A hospital task force set up to alleviate overcrowding issues at Mater Dei Hospital would not be able to function unless the nurses’ union came on board, Health Minister Joe Cassar has conceded.

“No, it can’t work,” Dr Cassar candidly admitted when asked about the possibility of the task force operating without the participation of the Malta Union of Midwives and Nurses (MUMN).

The minister was speaking in an interview to be published in The Sunday Times tomorrow.

The decision to appoint a task force has been met by a degree of public cynicism but Dr Cassar insisted the idea had not been conjured out of thin air.

“This task force is a continuum. It follows on from the work done by an inter-ministerial task force but it seems people don’t keep abreast of the news,” he said.

Stakeholders involved in this most recent task force would be analysing recommendations made by the inter-ministerial task force and seeing how to best implement them, he added.
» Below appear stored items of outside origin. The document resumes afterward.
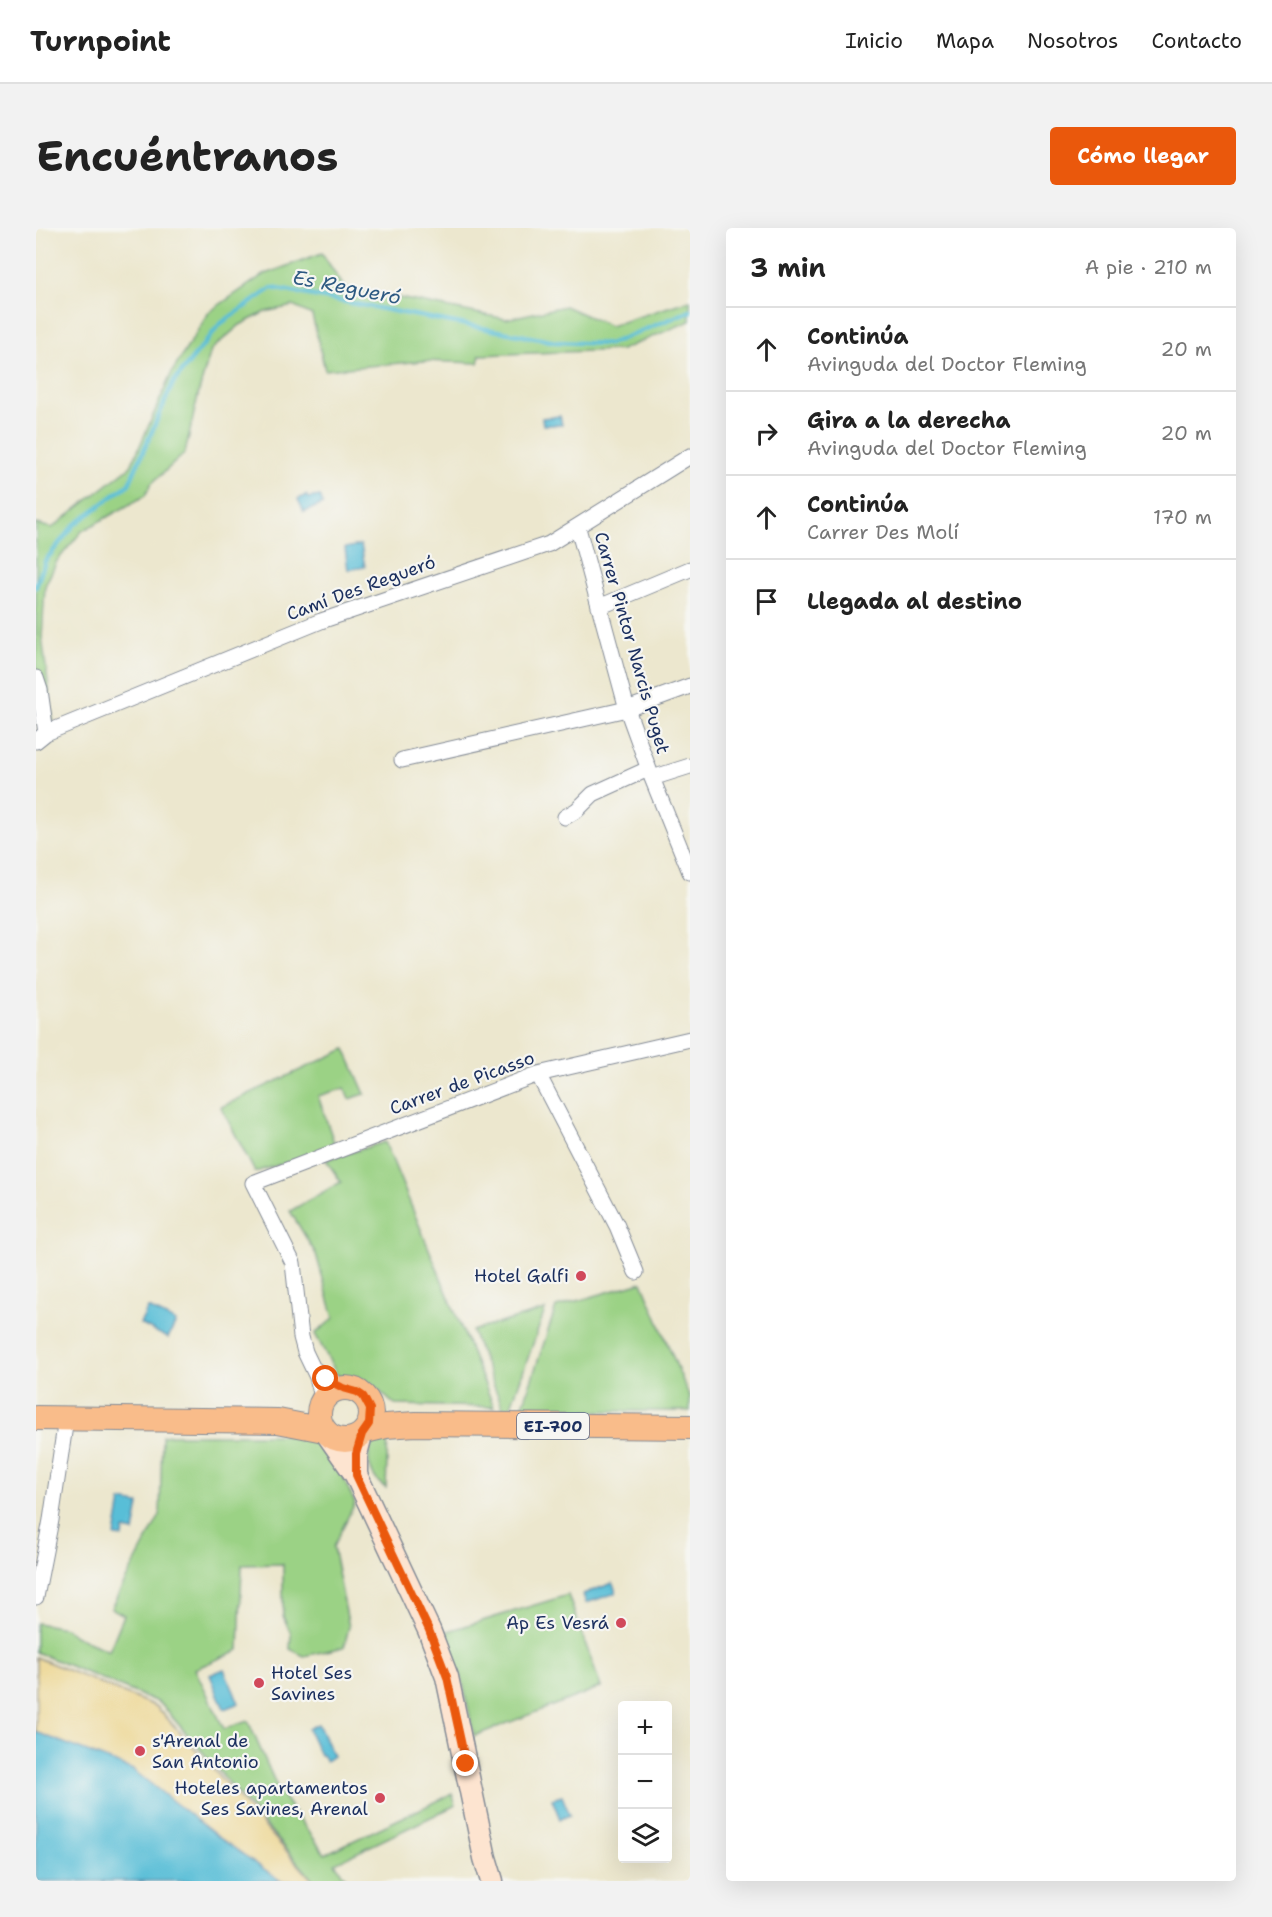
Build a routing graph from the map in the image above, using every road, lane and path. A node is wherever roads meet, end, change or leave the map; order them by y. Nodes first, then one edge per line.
1 (690, 456) edge
2 (578, 528) junction
3 (690, 569) edge
4 (599, 607) junction
5 (36, 679) edge
6 (690, 686) edge
7 (627, 709) junction
8 (41, 737) edge
9 (402, 760) dead end
10 (690, 766) edge
11 (650, 773) junction
12 (565, 817) dead end
13 (690, 872) edge
14 (690, 1039) edge
15 (538, 1074) junction
16 (636, 1272) dead end
17 (314, 1369) junction
18 (343, 1388) junction
19 (322, 1403) junction
20 (36, 1418) edge
21 (66, 1419) junction
22 (278, 1421) junction
23 (366, 1425) junction
24 (690, 1427) edge
25 (326, 1432) junction
26 (356, 1475) junction
27 (36, 1597) edge
28 (492, 1881) edge

1 - 2 street, Camí Des Regueró
2 - 4 street, Carrer Pintor Narcis Puget
2 - 8 street, Camí Des Regueró
3 - 4 street
4 - 7 street, Carrer Pintor Narcis Puget
5 - 8 street
6 - 7 street
7 - 9 street
7 - 11 street, Carrer Pintor Narcis Puget
10 - 11 street
11 - 12 street, Carrer Pintor Narcis Puget
11 - 13 street, Carrer Pintor Narcis Puget
14 - 15 street, Carrer de Picasso
15 - 16 street
15 - 17 street, Carrer de Picasso
17 - 18 street
17 - 19 street
18 - 19 main road, EI-700
18 - 23 main road, EI-700
19 - 22 main road, EI-700
19 - 25 main road
20 - 21 main road, EI-700
21 - 22 main road, EI-700
21 - 27 street
22 - 25 main road, EI-700
23 - 24 main road, EI-700
23 - 25 main road, EI-700
23 - 26 street
25 - 26 street
26 - 28 street

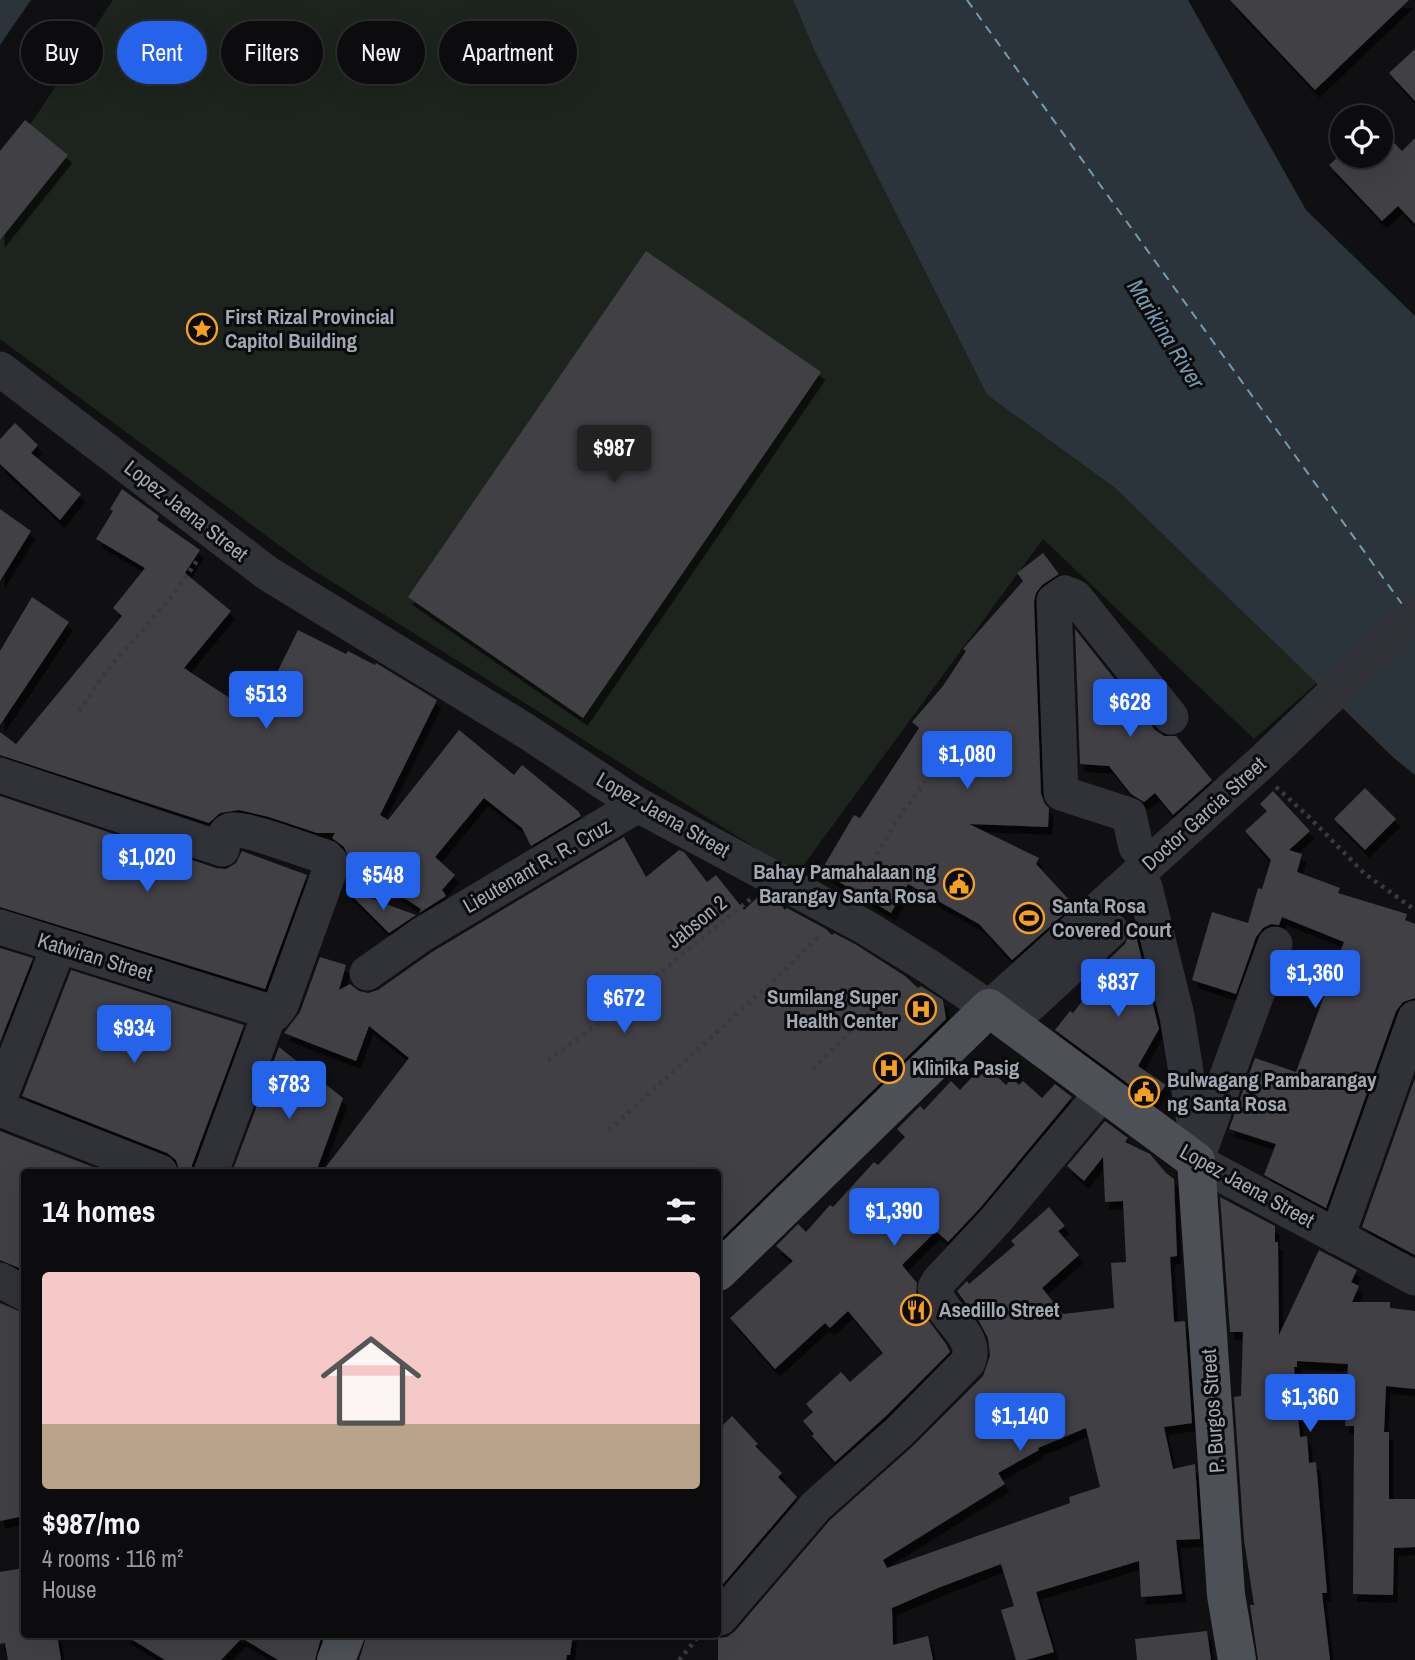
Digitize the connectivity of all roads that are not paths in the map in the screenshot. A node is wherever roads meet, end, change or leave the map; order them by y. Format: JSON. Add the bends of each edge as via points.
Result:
{"nodes":[{"id":1,"x":0,"y":369,"type":"edge"},
{"id":2,"x":1415,"y":615,"type":"edge"},
{"id":3,"x":1171,"y":717,"type":"dead end"},
{"id":4,"x":1267,"y":771,"type":"junction"},
{"id":5,"x":0,"y":775,"type":"edge"},
{"id":6,"x":638,"y":805,"type":"junction"},
{"id":7,"x":1136,"y":847,"type":"dead end"},
{"id":8,"x":1147,"y":891,"type":"junction"},
{"id":9,"x":0,"y":927,"type":"edge"},
{"id":10,"x":1275,"y":944,"type":"dead end"},
{"id":11,"x":59,"y":946,"type":"junction"},
{"id":12,"x":367,"y":972,"type":"dead end"},
{"id":13,"x":270,"y":1012,"type":"junction"},
{"id":14,"x":1415,"y":1018,"type":"edge"},
{"id":15,"x":1012,"y":1025,"type":"junction"},
{"id":16,"x":949,"y":1046,"type":"junction"},
{"id":17,"x":1102,"y":1093,"type":"junction"},
{"id":18,"x":0,"y":1097,"type":"edge"},
{"id":19,"x":0,"y":1109,"type":"edge"},
{"id":20,"x":1198,"y":1157,"type":"junction"},
{"id":21,"x":152,"y":1169,"type":"edge"},
{"id":22,"x":212,"y":1169,"type":"edge"},
{"id":23,"x":1337,"y":1237,"type":"junction"},
{"id":24,"x":721,"y":1269,"type":"edge"},
{"id":25,"x":1415,"y":1278,"type":"edge"},
{"id":26,"x":0,"y":1280,"type":"edge"},
{"id":27,"x":21,"y":1291,"type":"edge"},
{"id":28,"x":721,"y":1614,"type":"edge"},
{"id":29,"x":344,"y":1638,"type":"edge"},
{"id":30,"x":336,"y":1660,"type":"edge"},
{"id":31,"x":1237,"y":1660,"type":"edge"}],
"edges":[{"from":1,"to":6,"type":"street","name":"Lopez Jaena Street","via":[[267,573]]},
{"from":2,"to":4,"type":"street","name":"Doctor Garcia Street"},
{"from":3,"to":7,"type":"street","via":[[1075,597],[1065,593],[1054,601],[1061,793],[1129,815]]},
{"from":4,"to":8,"type":"street"},
{"from":4,"to":15,"type":"street","name":"Doctor Garcia Street"},
{"from":5,"to":13,"type":"street","via":[[222,849],[225,835],[234,830],[326,857],[331,867],[281,1004],[275,1013]]},
{"from":6,"to":12,"type":"street","name":"Lieutenant R. R. Cruz"},
{"from":6,"to":15,"type":"street","name":"Lopez Jaena Street","via":[[831,924],[928,965]]},
{"from":8,"to":15,"type":"street"},
{"from":8,"to":20,"type":"street","via":[[1177,1016]]},
{"from":9,"to":11,"type":"street","name":"Katwiran Street"},
{"from":10,"to":20,"type":"street"},
{"from":11,"to":13,"type":"street","name":"Katwiran Street"},
{"from":11,"to":18,"type":"street"},
{"from":13,"to":22,"type":"street"},
{"from":14,"to":23,"type":"street"},
{"from":15,"to":16,"type":"main road","name":"Doctor Garcia Street"},
{"from":15,"to":16,"type":"main road","via":[[1008,1037],[990,1036]]},
{"from":15,"to":17,"type":"main road","name":"Lopez Jaena Street"},
{"from":16,"to":24,"type":"main road","name":"Doctor Garcia Street"},
{"from":17,"to":20,"type":"main road","name":"Lopez Jaena Street"},
{"from":17,"to":28,"type":"street","via":[[935,1288],[939,1303],[971,1348],[968,1362],[900,1432],[816,1506]]},
{"from":19,"to":21,"type":"street"},
{"from":20,"to":23,"type":"street","name":"Lopez Jaena Street"},
{"from":20,"to":31,"type":"main road","name":"P. Burgos Street","via":[[1226,1595]]},
{"from":23,"to":25,"type":"street","name":"Lopez Jaena Street"},
{"from":26,"to":27,"type":"street"},
{"from":29,"to":30,"type":"main road"}]}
Dr Cassar dismissed claims that clashes between nurses and doctors were at the root of problems at Mater Dei. “For crying out loud,” Dr Cassar exclaimed, “tension between doctors and nurses dates back to time immemorial.”

Announced earlier this week, the task force is comprised of government, medical and union representatives. The decision to appoint it was taken at a stakeholder meeting boycotted by the MUMN.

The union subsequently announced it would not be joining the task force, citing an unhealthy climate for discussion and saying its decision was “final and will not be revoked”.

Its decision came in the wake of comments made by the president of the Medical Association of Malta, Martin Balzan, who said there was no room for “militant trade unionism” within the task force.

Overcrowding issues have repeatedly plagued Mater Dei, with 7,500 patients having been treated in hospital corridors in 2011. A spike in admissions over the past months has seen problems reoccur.

A ministry attempt to extend a temporary arrangement to transfer 21 beds from Mater Dei to St Vincent de Paul nursing home was foiled by an MUMN directive ordering nurses not to take in new patients once the 21 beds were vacated.

MUMN president Paul Pace has insisted nurses cannot cope with the repeated extension of such agreements. “How many times can you extend a so-called temporary agreement before it becomes permanent,” he asked.